Recently, I had the honor of speaking at the Columbus March for Science. For those who may have missed it, the March for Science took place on April 22 of this year in 600+ cities worldwide. More than one million scientists, physicians, educators and science supporters marched to draw attention to the urgent need for public support of scientific research, STEM education and evidence-based public policies. In Columbus, the March drew 5,600 supporters.
I spoke at the March for Science because these issues are important to me as a doctor, as a private citizen and as a candidate. They should not be partisan issues. We are lucky enough to live in a time when we know more than ever before about how our world works and what is and isn’t effective when it comes to policies for healthcare, education, the economy and the environment. We must use that evidence base to create laws and policies that promote better health, a cleaner environment and a stronger economy.
Science touches every aspect of our lives. As a doctor, I rely on science every day to find effective treatments for my patients and help them make better decisions for their health. As an Ohio Representative, I would apply my scientific background to make better legislative decisions for the citizens of Ohio. Because science isn’t a luxury in today’s world. Science saves lives.
Watch my full speech to find out how.
My name is Beth Liston and I am a scientist, an educator and a doctor here in Columbus. I am marching and speaking to stress a simple but important message ‘Science Saves Lives!’ I am representing a community of physicians and the Physician Action Network wearing our white coats. We do not wear red coats, or blue coats – this is not a partisan issue but a real fact. We use science everyday and it is absolutely crucial to the health of our patients and our communities.
When I was a graduate student, which seems like a long time ago now, I had the opportunity to spend several years doing research studying cancer development. We believed understanding the small details of how cells receive information would lead to medications we could use that would only affect cancer cells, and not the normal cells and this targeting would increase the effectiveness and decrease the side effects.
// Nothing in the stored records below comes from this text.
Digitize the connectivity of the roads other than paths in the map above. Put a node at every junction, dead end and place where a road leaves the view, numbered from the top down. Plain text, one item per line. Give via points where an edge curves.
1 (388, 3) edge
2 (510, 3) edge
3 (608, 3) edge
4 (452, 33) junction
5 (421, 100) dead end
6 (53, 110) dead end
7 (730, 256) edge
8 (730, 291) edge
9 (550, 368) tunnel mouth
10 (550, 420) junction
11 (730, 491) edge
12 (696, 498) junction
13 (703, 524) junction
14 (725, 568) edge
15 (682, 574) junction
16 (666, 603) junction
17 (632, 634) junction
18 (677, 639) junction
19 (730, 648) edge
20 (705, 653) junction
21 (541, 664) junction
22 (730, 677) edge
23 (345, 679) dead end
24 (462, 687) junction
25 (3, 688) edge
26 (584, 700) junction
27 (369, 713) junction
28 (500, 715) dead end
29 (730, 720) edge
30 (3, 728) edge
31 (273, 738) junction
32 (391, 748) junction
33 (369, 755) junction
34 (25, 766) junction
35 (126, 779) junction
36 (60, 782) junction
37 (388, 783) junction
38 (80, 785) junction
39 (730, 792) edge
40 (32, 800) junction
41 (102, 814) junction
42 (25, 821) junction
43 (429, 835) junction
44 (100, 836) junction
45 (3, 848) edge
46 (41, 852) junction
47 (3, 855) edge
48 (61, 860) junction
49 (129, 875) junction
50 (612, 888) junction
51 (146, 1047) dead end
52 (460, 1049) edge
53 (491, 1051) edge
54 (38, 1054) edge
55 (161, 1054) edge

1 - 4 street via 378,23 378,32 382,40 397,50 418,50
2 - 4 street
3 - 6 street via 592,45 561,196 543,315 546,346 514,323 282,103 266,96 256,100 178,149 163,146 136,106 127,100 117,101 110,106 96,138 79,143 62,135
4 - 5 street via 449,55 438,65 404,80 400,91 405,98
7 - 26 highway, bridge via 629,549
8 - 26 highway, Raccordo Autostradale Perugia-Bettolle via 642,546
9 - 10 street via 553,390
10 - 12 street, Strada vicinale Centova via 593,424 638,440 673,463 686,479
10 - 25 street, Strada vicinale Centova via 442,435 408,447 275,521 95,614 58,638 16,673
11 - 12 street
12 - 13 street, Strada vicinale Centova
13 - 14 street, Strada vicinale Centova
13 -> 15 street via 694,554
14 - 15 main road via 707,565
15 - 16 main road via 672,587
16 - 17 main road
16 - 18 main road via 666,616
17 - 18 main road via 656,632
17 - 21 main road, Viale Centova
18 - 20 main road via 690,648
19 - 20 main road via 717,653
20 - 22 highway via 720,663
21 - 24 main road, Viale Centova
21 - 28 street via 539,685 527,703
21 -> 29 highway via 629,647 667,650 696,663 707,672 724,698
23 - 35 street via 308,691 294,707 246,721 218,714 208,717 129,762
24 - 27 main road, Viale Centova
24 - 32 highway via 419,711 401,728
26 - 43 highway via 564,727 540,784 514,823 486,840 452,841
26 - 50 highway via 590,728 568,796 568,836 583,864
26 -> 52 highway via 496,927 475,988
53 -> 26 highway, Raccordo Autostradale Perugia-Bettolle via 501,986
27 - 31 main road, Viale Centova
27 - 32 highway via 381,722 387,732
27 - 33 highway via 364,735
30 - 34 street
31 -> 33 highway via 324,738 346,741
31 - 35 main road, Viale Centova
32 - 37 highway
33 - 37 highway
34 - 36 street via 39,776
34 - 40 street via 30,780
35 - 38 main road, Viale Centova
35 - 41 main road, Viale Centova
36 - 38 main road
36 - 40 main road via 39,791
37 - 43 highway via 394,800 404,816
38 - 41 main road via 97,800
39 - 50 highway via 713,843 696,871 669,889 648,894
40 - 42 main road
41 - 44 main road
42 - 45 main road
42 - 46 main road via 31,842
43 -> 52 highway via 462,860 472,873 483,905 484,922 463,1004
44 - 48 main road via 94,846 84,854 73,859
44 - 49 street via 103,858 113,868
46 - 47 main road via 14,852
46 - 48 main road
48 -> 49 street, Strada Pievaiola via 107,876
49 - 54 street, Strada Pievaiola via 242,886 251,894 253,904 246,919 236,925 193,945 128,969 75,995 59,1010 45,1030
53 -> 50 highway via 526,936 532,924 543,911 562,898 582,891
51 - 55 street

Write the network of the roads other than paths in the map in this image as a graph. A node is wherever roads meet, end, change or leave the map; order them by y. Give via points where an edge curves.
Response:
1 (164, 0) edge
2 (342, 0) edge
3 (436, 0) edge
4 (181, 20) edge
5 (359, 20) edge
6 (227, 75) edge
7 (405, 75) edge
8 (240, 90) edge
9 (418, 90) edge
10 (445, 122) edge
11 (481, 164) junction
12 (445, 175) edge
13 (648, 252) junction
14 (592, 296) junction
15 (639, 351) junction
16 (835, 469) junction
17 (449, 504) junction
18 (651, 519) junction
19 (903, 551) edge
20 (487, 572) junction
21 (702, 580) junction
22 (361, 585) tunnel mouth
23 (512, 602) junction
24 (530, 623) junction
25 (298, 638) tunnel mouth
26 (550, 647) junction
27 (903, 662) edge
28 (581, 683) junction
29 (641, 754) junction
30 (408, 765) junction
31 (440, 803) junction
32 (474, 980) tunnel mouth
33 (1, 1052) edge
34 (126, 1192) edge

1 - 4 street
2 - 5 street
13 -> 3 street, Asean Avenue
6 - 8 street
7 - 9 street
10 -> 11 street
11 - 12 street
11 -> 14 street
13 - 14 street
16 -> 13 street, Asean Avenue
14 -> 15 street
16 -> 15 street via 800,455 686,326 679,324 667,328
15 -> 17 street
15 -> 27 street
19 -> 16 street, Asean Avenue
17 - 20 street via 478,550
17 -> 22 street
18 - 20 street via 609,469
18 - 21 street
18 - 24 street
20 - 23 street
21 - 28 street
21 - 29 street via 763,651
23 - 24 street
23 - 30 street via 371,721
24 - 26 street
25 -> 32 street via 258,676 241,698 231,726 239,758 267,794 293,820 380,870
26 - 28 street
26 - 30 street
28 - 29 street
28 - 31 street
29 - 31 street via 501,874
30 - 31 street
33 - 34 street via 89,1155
This was a really exciting time in cancer research. We were using very basic science concepts about biology and chemistry to develop possible compounds to destroy cancer cells.
Now, I’d like to fast forward a few years – I had finished medical school and I was working as a resident doctor taking care of an older lady, Mrs. S, who was admitted to the hospital. She had come in because she just didn’t have any energy and wasn’t able to do her morning exercises, an important part of her day. When her blood tests came back I was worried about a disease called chronic myelogenous leukemia which is a type of blood cancer. When I explained this, she and her husband were obviously quite scared. They had planned to travel during retirement, not spend this time in the hospital. I had a cancer specialist see her, she had more tests and we learned that Mrs. S had a very specific mutation in the cancer cells that could be treated by a new drug targeting the very same pathway I had been excited about when I was doing research just a few years before. Those types of basic science studies had led to a therapy that meant Mrs. S would be able to treat this illness like a chronic disease rather than a death sentence.
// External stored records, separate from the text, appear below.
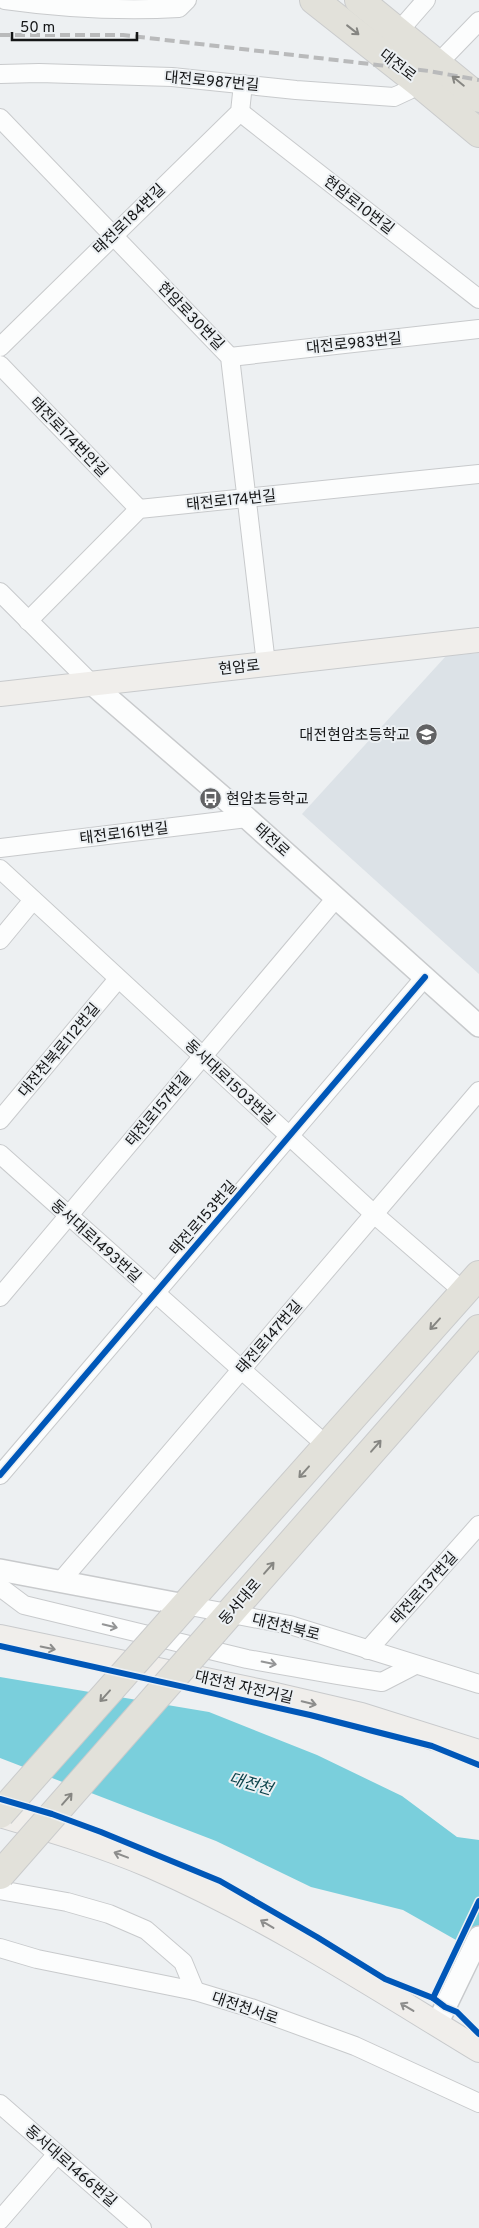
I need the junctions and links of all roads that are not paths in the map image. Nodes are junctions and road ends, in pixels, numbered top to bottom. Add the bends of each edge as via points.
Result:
1 (5, 0) edge
2 (187, 0) edge
3 (314, 0) edge
4 (358, 0) edge
5 (426, 0) edge
6 (31, 2) edge
7 (479, 22) edge
8 (398, 32) junction
9 (428, 73) junction
10 (0, 74) edge
11 (243, 84) junction
12 (479, 98) edge
13 (240, 112) junction
14 (0, 118) edge
15 (479, 133) edge
16 (113, 235) junction
17 (479, 299) edge
18 (479, 329) edge
19 (0, 347) edge
20 (230, 357) junction
21 (0, 365) edge
22 (479, 474) edge
23 (246, 498) junction
24 (139, 509) junction
25 (0, 592) edge
26 (28, 621) junction
27 (479, 640) edge
28 (266, 664) junction
29 (91, 683) junction
30 (0, 694) edge
31 (247, 818) junction
32 (0, 848) edge
33 (0, 869) edge
34 (336, 898) junction
35 (33, 900) junction
36 (0, 940) edge
37 (425, 977) junction
38 (118, 979) junction
39 (479, 1026) edge
40 (202, 1056) junction
41 (479, 1092) edge
42 (0, 1120) edge
43 (289, 1136) junction
44 (0, 1154) edge
45 (374, 1214) junction
46 (68, 1216) junction
47 (471, 1283) edge
48 (155, 1294) junction
49 (0, 1297) edge
50 (479, 1329) edge
51 (240, 1370) junction
52 (327, 1446) junction
53 (0, 1475) edge
54 (479, 1525) edge
55 (0, 1570) edge
56 (60, 1582) junction
57 (0, 1587) edge
58 (179, 1612) junction
59 (222, 1622) junction
60 (7, 1638) edge
61 (368, 1650) junction
62 (415, 1665) junction
63 (479, 1684) edge
64 (479, 1752) edge
65 (0, 1814) edge
66 (0, 1875) edge
67 (0, 1890) edge
68 (479, 1937) edge
69 (0, 1948) edge
70 (195, 1991) junction
71 (437, 2024) junction
72 (479, 2050) edge
73 (479, 2103) edge
74 (0, 2104) edge
75 (57, 2154) junction
76 (0, 2220) edge
77 (134, 2225) edge

1 - 6 street
2 - 6 street via 179,8 158,9 79,8
3 -> 9 main road, 대전로
4 - 8 main road, 대전로
5 - 8 street
7 - 9 street, 대전로987번길
8 - 9 main road, 대전로
9 - 11 street, 대전로987번길 via 409,90 394,97
12 -> 9 main road, 대전로
9 - 15 main road, 대전로
10 - 11 street, 대전로987번길 via 172,77
11 - 13 street
13 - 16 street, 태전로184번길
13 - 17 street, 현암로10번길
14 - 16 street, 현암로30번길
16 - 19 street, 태전로184번길
16 - 20 street, 현암로30번길
18 - 20 street, 대전로983번길
20 - 23 street, 현암로30번길
21 - 24 street, 태전로174번안길
22 - 23 street, 태전로174번길
23 - 24 street, 태전로174번길
23 - 28 street, 현암로30번길
24 - 26 street
25 - 26 street, 태전로
26 - 29 street, 태전로
27 - 28 main road, 현암로
28 - 29 main road, 현암로
29 - 30 main road, 현암로
29 - 31 street, 태전로
31 - 32 street, 태전로161번길
31 - 34 street, 태전로
33 - 35 street, 동서대로1503번길
34 - 37 street, 태전로
34 - 40 street, 태전로157번길
35 - 36 street
35 - 38 street, 동서대로1503번길
37 - 39 street, 태전로
37 - 43 street, 태전로153번길
38 - 40 street, 동서대로1503번길
38 - 42 street, 대전천북로112번길
40 - 43 street, 동서대로1503번길
40 - 46 street, 태전로157번길
41 - 45 street, 태전로147번길
43 - 45 street, 동서대로1503번길
43 - 48 street, 태전로153번길
44 - 46 street, 동서대로1493번길
45 - 47 street, 동서대로1503번길
45 - 51 street, 태전로147번길
46 - 48 street, 동서대로1493번길
46 - 49 street, 태전로157번길
47 -> 52 main road
48 - 51 street, 동서대로1493번길
48 - 53 street, 태전로153번길
59 -> 50 main road, 동서대로
51 - 52 street, 동서대로1493번길
51 - 56 street, 태전로147번길
52 -> 58 main road
54 - 61 street, 태전로137번길
55 - 56 street, 대전천북로
56 - 58 street, 대전천북로
57 -> 62 street via 24,1605 247,1659 337,1676 382,1682
58 - 59 street, 대전천북로
58 -> 65 main road, bridge
59 - 61 street, 대전천북로 via 290,1625
66 -> 59 main road, 동서대로, bridge
60 -> 64 main road via 361,1715
61 - 62 street, 대전천북로
62 - 63 street, 대전천북로
71 -> 65 main road via 248,1913 195,1887 150,1866
67 - 70 street via 67,1902 110,1914 146,1930 183,1962
68 - 71 street
69 - 70 street, 대전천서로 via 38,1959
70 - 73 street, 대전천서로 via 355,2046
71 - 72 main road
74 - 75 street, 동서대로1466번길
75 - 76 street
75 - 77 street, 동서대로1466번길

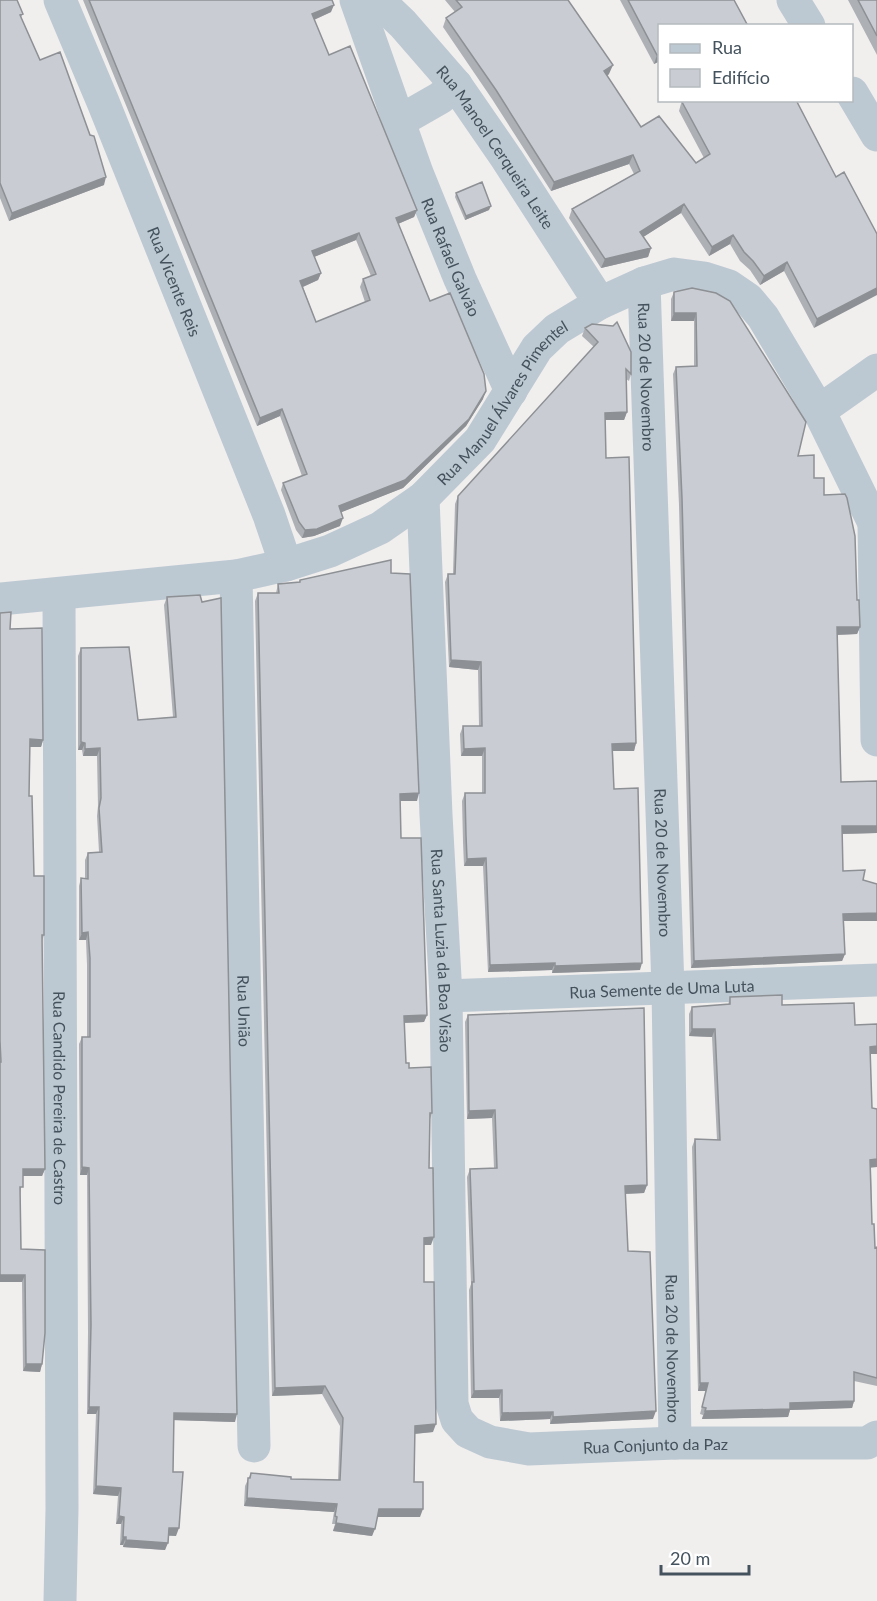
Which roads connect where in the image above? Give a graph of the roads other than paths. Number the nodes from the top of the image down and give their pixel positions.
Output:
1 (60, 0) edge
2 (356, 0) edge
3 (378, 0) edge
4 (794, 0) edge
5 (808, 24) edge
6 (456, 85) junction
7 (853, 95) edge
8 (398, 122) junction
9 (877, 135) edge
10 (644, 283) junction
11 (600, 303) junction
12 (877, 370) edge
13 (511, 391) junction
14 (819, 411) junction
15 (423, 498) junction
16 (875, 526) edge
17 (286, 565) junction
18 (236, 576) junction
19 (59, 594) junction
20 (1, 597) edge
21 (877, 740) edge
22 (877, 980) edge
23 (668, 988) junction
24 (446, 996) junction
25 (452, 1404) joint
26 (877, 1437) edge
27 (675, 1443) junction
28 (254, 1446) dead end
29 (60, 1601) edge

1 - 17 street, Rua Vicente Reis
2 - 8 street, Rua Rafael Galvão
3 - 6 street, Rua Manoel Cerqueira Leite
4 - 5 street
6 - 8 street
6 - 11 street, Rua Manoel Cerqueira Leite
7 - 9 street
8 - 13 street, Rua Rafael Galvão
10 - 11 street, Rua Manuel Álvares Pimentel
10 - 14 street, Rua Manuel Álvares Pimentel
10 - 23 street, Rua 20 de Novembro
11 - 13 street, Rua Manuel Álvares Pimentel
12 - 14 street
13 - 15 street, Rua Manuel Álvares Pimentel
14 - 16 street, Rua Manuel Álvares Pimentel
15 - 17 street, Rua Manuel Álvares Pimentel
15 - 24 street, Rua Santa Luzia da Boa Visão
16 - 21 street
17 - 18 street, Rua Manuel Álvares Pimentel
18 - 19 street, Rua Manuel Álvares Pimentel
18 - 28 street, Rua União
19 - 20 street, Rua Manuel Álvares Pimentel
19 - 29 street, Rua Candido Pereira de Castro
22 - 23 street, Rua Semente de Uma Luta
23 - 24 street, Rua Semente de Uma Luta
23 - 27 street, Rua 20 de Novembro
24 - 25 street, Rua Santa Luzia da Boa Visão
25 - 27 street, Rua Conjunto da Paz
26 - 27 street, Rua Conjunto da Paz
If we fast forward some more years I can tell you about the time I told a family that it looked like their 8 year old daughter Katy had leukemia. In this case she unfortunately had a change in her cells that had was known to have a poor prognosis, with only 30% of kids surviving for 3 years in the past. However, yet again, these newer targeted treatments have made dramatic improvements in outcomes. With that same medication Mrs. S received, Katy now had an 80% 3 year survival rate. Now 80% is not 100%, we still have a long way to go. We must support policies that enable this type of life saving research to continue.
However, this is not enough. There are millions of people in this country suffering from diseases that we know how to treat. As scientists, we also must support policies that USE the science that we already know. This means access to affordable healthcare, but it really affects all aspects of our lives. We know that education and health are entwined, that better education leads to healthier kids and adults, and that it is difficult to learn if you are sick and do not have adequate healthcare. We know that trauma in childhood including exposure to violence and experiencing financial uncertainty leads to an increase in chronic diseases when the kids grow up. We know that pollution and poor air quality worsens asthma and lung disease. We know that water contaminated by lead impairs brain development and leads to lower IQs in children.
These types of important hard earned understandings must be used and we must help spread the knowledge that we have. We must teach children and young people how to evaluate information, how to think deeply and rationally to question, hypothesize weigh evidence, and understand real fact.
We must use these things that we know to work together, create policy and keep our country healthy. As a doctor I use science everyday to help my patients and my community. It is crucial that our government does the same – and so we come together to march and shout this important message – science saves lives.